== Aim of the exercise ==
Somewhere below is a line with "index pip: (672, 420)" and, later, a line with "pinky tip: (723, 362)"; repeat those two lines and all the lines between them, exactly as they are.

• • • • • • •

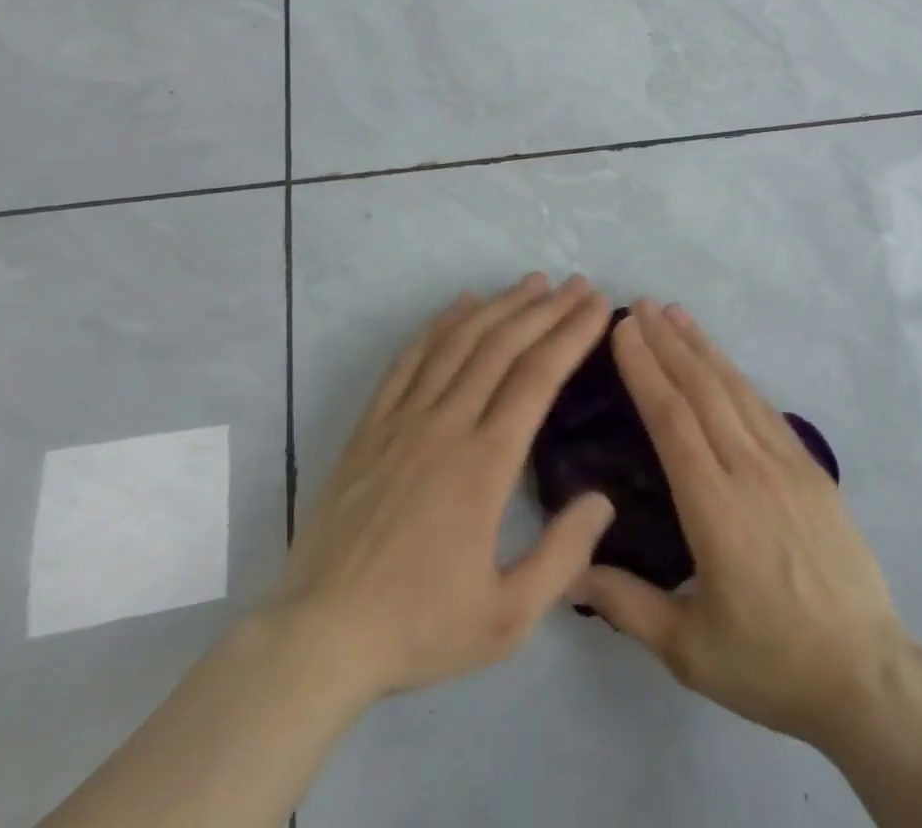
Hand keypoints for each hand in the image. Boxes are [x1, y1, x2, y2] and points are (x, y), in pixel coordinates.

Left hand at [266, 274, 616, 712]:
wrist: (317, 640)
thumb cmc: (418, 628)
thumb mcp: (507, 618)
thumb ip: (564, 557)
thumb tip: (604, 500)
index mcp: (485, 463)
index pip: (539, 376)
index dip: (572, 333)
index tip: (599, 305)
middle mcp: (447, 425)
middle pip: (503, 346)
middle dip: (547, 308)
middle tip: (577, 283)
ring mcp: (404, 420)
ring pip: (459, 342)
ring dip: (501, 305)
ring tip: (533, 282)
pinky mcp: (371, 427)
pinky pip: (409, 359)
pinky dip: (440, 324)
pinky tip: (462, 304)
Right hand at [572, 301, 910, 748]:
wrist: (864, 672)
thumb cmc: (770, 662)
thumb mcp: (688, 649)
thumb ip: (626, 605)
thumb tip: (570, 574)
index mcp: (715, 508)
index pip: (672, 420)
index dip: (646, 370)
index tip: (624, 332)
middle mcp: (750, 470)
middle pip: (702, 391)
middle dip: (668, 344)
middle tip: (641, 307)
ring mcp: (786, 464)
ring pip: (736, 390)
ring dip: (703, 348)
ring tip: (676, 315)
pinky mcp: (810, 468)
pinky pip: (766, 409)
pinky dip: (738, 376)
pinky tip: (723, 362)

• • • • • • •

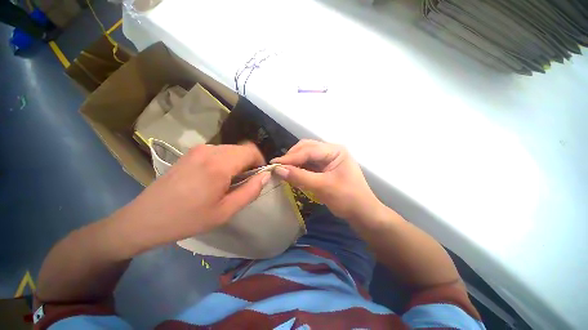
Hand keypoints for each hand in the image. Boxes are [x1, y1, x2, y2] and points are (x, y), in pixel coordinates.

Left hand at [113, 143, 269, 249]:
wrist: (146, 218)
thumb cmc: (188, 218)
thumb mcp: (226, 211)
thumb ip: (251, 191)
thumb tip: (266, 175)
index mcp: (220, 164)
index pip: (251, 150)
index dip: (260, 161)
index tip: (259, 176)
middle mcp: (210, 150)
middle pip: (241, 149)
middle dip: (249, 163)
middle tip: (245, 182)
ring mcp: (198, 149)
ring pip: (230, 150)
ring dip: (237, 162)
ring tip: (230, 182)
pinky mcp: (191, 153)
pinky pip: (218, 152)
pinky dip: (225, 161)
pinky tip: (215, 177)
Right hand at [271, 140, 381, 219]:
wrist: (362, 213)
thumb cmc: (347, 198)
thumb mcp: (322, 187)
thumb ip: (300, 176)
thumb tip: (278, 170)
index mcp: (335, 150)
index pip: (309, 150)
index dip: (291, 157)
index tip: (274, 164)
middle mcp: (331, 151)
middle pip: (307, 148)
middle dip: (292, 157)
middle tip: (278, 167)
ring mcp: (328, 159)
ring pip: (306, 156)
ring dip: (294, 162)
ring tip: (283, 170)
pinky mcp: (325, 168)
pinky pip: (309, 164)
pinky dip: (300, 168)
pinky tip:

• • • • • • •

== Output of the task ==
index pip: (672, 420)
index dip: (646, 370)
index tip: (624, 332)
middle mcp: (750, 470)
middle pip: (702, 391)
middle dip: (668, 344)
middle tip: (641, 307)
ring mcp: (786, 464)
ring pip: (736, 390)
ring dip: (703, 348)
ring tip: (676, 315)
pinky mcp: (810, 468)
pinky pip: (766, 409)
pinky dip: (738, 376)
pinky tip: (723, 362)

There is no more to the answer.